Tuesday, 9 July 2013

The Power of Numbers

This blog by Charlotte Demuijnck, provides an overview of the presentation by Mrs. Sakiko Fukuda-Parr on the Power of Numbers Project at the OECD June 2013. This post is part of the Wikiprogress Post-2015 Series.

“Before defining a new development agenda, we should fully understand and assess the MDGs’ intended and unintended impact on international development,” explained Mrs. Sakiko Fukuda-Parr[1]. The professor’s intervention at the OECD Development Co-operation Directorate (DCD) centered on the Power of Numbers Project, which focuses on broad lessons from pre-2015 global goal-setting and its positive, but also perverse, consequences. The project  looks at 11 of the current MDG targets to explore the effects they had on policy and development thinking (the 11 case studies and the full synthesis paper are available online here.

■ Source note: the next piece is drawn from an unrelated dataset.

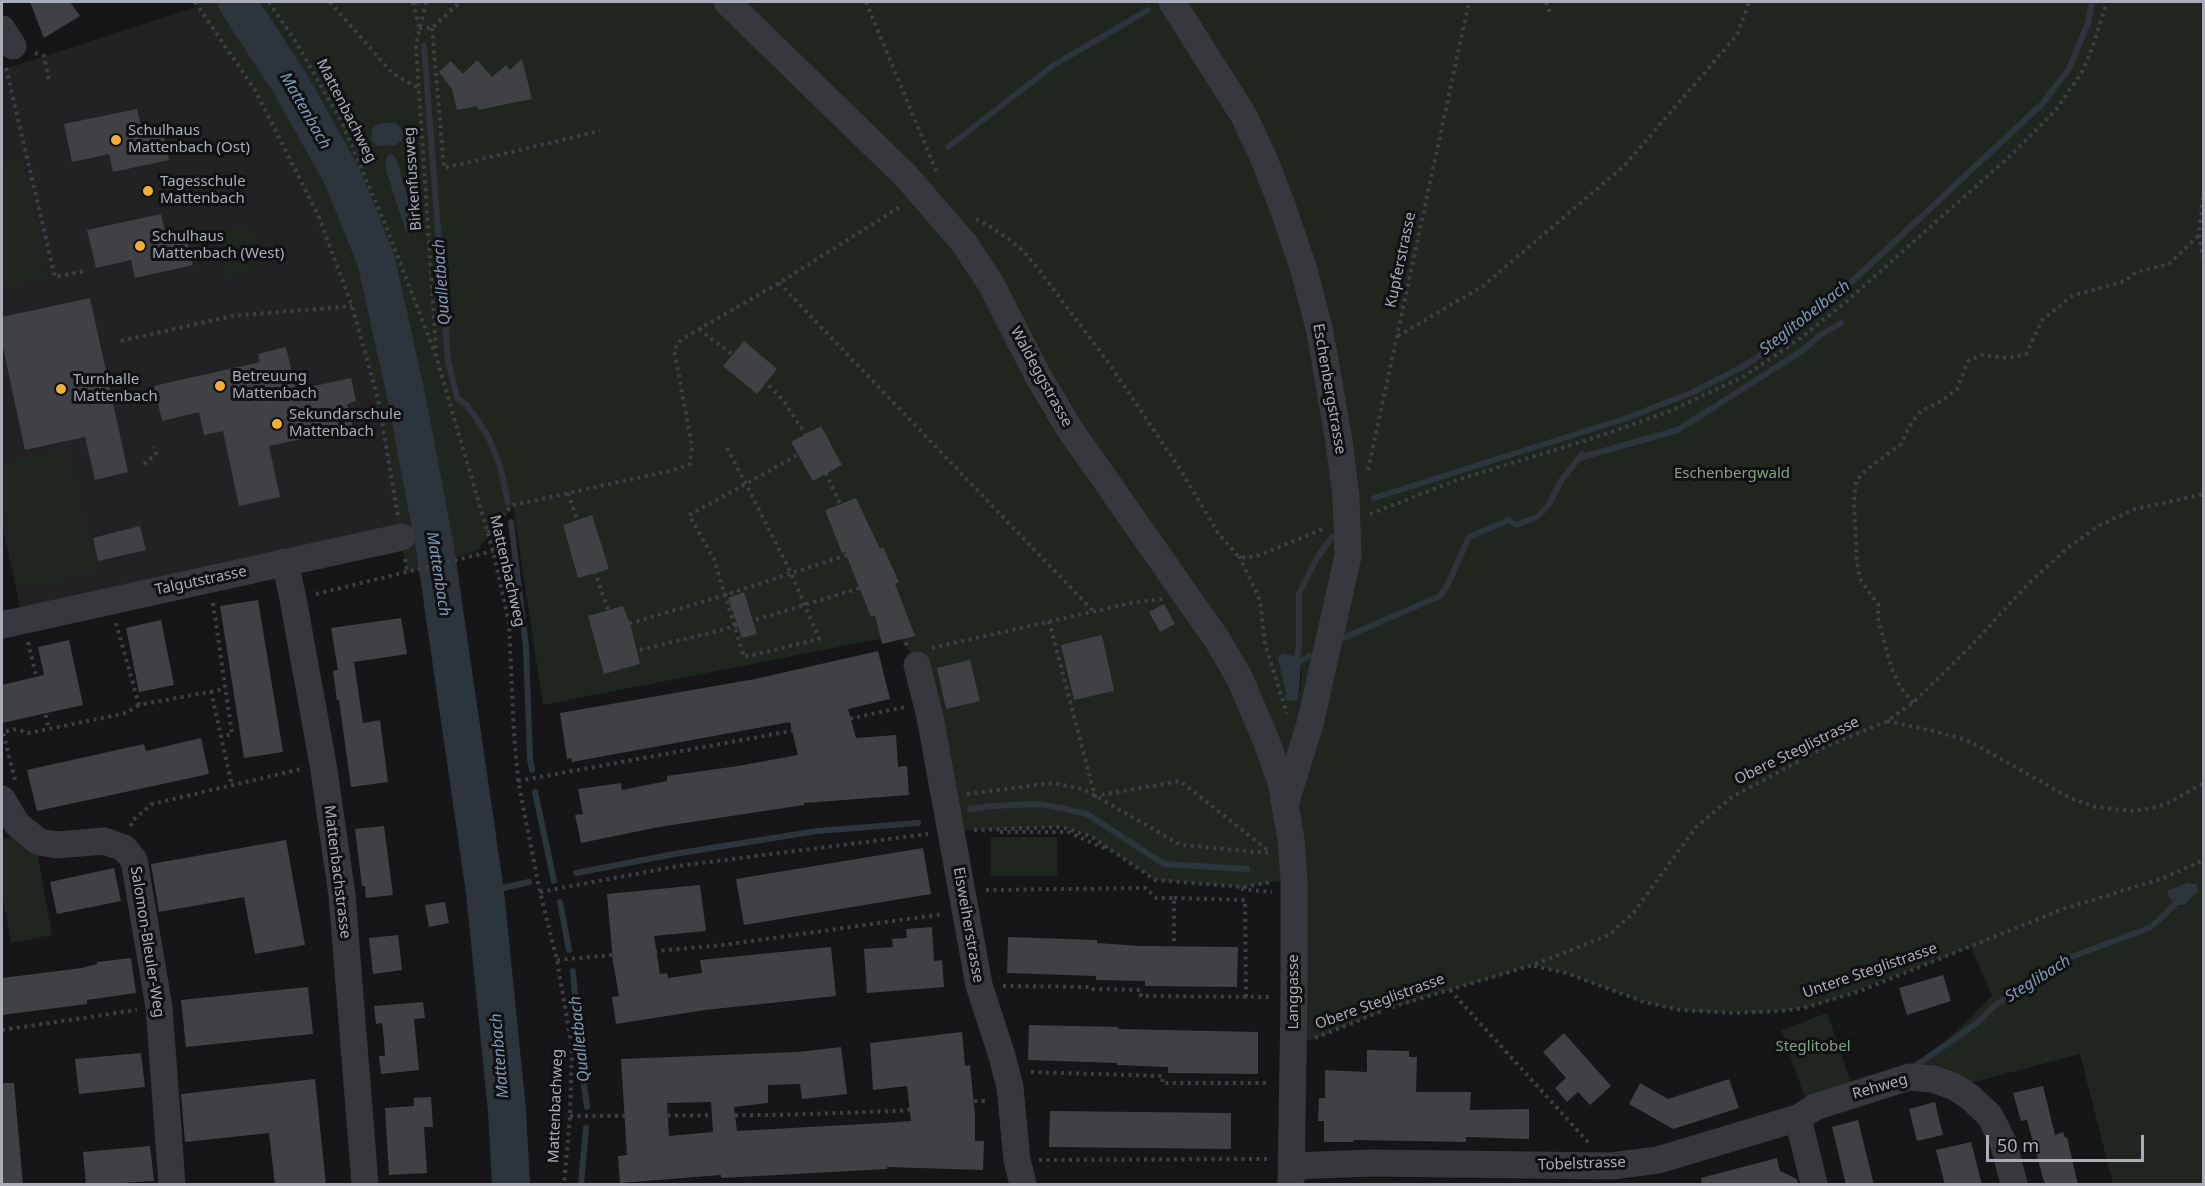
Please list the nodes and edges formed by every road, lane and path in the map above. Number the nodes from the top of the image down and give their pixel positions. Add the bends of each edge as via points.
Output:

Introducing the conceptual base of her argument, Mrs. Fukuda-Parr shows that “numbers have power”, due to their scientific concreteness,  Indeed, quantified targets impact governance and knowledge; they give incentives for policy makers to focus and move in a specific direction and self-regulate according to numbers and rankings. What’s more is that “quantified goals shape ideas.” They simplify and reduce complex and contextually-specific concepts, such as poverty and gender inequality, to abstract and universally applicable measurements. 

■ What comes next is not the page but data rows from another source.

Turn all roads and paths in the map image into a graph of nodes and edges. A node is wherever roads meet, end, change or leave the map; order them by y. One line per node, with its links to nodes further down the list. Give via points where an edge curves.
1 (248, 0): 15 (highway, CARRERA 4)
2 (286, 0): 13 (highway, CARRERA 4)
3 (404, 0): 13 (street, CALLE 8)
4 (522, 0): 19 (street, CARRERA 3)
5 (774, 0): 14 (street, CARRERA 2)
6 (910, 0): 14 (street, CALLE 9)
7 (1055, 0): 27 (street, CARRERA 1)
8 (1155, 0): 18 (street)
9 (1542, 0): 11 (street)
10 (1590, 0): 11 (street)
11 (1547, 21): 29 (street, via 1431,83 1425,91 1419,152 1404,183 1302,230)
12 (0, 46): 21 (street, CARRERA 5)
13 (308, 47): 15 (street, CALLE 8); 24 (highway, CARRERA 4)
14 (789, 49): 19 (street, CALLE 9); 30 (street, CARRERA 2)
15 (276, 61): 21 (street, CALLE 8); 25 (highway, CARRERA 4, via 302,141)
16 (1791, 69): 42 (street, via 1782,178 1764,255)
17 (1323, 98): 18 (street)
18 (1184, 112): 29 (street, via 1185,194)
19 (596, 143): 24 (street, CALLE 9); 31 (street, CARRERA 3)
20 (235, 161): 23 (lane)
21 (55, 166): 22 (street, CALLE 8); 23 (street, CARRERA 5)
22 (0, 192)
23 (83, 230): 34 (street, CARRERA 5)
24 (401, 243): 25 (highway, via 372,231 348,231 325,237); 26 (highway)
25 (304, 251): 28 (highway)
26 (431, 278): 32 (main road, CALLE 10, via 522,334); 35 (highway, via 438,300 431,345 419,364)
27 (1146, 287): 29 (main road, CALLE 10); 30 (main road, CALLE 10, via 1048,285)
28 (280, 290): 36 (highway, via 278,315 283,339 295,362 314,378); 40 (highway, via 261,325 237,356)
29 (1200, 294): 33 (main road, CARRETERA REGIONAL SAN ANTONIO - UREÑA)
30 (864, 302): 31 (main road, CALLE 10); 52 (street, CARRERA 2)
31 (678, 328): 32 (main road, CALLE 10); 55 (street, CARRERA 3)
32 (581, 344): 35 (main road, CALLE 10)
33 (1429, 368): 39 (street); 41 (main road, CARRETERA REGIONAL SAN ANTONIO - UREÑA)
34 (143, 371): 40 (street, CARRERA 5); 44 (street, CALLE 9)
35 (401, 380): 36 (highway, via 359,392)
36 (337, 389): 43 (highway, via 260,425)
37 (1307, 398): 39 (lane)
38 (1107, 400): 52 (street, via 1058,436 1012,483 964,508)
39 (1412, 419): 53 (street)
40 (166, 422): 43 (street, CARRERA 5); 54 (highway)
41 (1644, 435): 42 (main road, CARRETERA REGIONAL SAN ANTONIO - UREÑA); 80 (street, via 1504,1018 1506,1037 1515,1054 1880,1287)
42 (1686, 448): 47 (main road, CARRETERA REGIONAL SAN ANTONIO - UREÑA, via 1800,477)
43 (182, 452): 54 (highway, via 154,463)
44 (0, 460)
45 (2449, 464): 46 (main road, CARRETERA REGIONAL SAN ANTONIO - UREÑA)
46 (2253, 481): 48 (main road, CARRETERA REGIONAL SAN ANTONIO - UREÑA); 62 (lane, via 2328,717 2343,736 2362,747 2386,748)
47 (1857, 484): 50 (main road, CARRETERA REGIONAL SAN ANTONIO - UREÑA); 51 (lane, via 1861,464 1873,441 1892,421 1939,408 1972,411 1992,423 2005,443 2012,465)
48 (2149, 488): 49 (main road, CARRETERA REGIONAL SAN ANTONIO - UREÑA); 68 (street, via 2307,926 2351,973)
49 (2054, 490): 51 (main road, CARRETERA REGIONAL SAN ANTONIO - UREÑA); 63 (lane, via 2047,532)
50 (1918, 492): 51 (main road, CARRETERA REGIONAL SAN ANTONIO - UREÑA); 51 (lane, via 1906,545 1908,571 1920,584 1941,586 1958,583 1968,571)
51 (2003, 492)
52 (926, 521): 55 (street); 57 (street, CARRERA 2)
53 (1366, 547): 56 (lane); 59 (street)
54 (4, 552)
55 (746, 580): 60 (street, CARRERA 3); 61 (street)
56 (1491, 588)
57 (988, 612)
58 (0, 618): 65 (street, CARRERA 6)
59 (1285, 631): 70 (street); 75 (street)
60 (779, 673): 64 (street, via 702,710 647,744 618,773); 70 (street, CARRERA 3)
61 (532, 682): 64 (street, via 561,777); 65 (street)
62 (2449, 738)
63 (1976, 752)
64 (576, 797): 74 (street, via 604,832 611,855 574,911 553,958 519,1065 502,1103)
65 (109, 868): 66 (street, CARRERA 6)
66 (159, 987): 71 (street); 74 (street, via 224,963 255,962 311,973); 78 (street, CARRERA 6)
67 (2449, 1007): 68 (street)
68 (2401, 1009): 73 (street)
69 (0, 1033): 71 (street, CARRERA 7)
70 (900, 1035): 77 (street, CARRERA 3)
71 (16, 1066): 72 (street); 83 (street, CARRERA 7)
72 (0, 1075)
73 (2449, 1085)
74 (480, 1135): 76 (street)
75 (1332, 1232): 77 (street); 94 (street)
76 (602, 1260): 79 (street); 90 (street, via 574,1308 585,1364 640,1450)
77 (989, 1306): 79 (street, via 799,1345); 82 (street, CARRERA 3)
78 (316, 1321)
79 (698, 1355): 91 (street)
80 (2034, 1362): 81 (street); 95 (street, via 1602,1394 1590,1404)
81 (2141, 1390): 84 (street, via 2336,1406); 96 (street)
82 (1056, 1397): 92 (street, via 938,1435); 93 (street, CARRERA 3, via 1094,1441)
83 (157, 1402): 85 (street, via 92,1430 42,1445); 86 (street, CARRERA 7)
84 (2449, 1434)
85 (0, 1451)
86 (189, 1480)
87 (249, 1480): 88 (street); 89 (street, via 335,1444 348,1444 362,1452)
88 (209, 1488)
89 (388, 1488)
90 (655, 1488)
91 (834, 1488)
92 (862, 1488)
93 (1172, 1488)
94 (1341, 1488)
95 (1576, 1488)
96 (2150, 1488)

She described her research project as an “empirical study of consequences of MDG targets on policy and idea change.” More specifically, the 11 case studies look at the indicators’ normative effects on discourses, narratives and policy choices, as well as the alternative indicators that could have been used.  Her research findings include the intended and unintended consequences of MDGs and the global quest for quantified results.

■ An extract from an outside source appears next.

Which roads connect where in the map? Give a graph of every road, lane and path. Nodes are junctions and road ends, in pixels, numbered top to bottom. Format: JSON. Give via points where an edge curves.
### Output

The intended effect was to mobilise political support; however, not all goals brought about this result. Unintended consequences concern both policy and knowledge in international development. MDGs had the reductionist effect of “selling human development as a package of basic needs away from the fundamental objectives of transformative social change and empowerment.” 

The confusion around the purpose of these goals (campaign slogans versus global development strategies) is a crucial issue that needs to be addressed in the post-2015 debate, because it implies conceptual differences between the goals. In particular, the “SMART” goals (Specific, Measurable, Attainable, Relevant and Time-bound) of the High Level Panel report on the Post-2015 Development Agenda are not sufficient if future goals are aimed at “development programming.” Different criteria should apply to different goals, depending on the objective itself. As such, goals should not only be quantitative and outcomes-driven, but should also be qualitative and tackle institutional arrangements. 

Related to the perceived need for “measurable” targets, other challenges mentioned for future objectives were the bias of defining goals based on data availability. The professor argued that “statistical availability should be driven by policy, and not the other way around.” In this respect, she welcomes both the HLP’s call for a “data revolution” and PARIS21’s efforts to build national statistical capacity. 

Concluding her oral presentation, she stressed the necessity of fairness in measuring the achievements of countries. The future goals need to be global as well as local. The oversimplified “off-track/on-track” distinction between countries prevents the international community to see the strong progress sub-Saharan countries have made towards the realisation of the MDGs. 

All in all, her work closely links to that of the OECD. Since October 2012, the Organisation began openly communicating ways that it could become involved in the post-2015 debate (which can be followed here). Dr. Hildegard Lingnau, the OECD’s representative for post-2015 welcomes a two-level approach and stresses the need to take national poverty lines into account in the Post-2015 framework. The OECD’s contribution to the global debate on the future goals is being published in a series of papers. An Overview paper has already been published and can be read here


For more information on the Power of Numbers project, click here



[1] Mrs. Sakiko Fukuda-Parr is a professor of International Affairs (GPIA) at the New School University, New York. From 1995 to 2004, Mrs Fukuda-Parr  was the author and director of the UNDP Human Development Reports.  Previously, she worked at the World Bank and UNDP on agriculture, aid coordination in Africa and capacity development.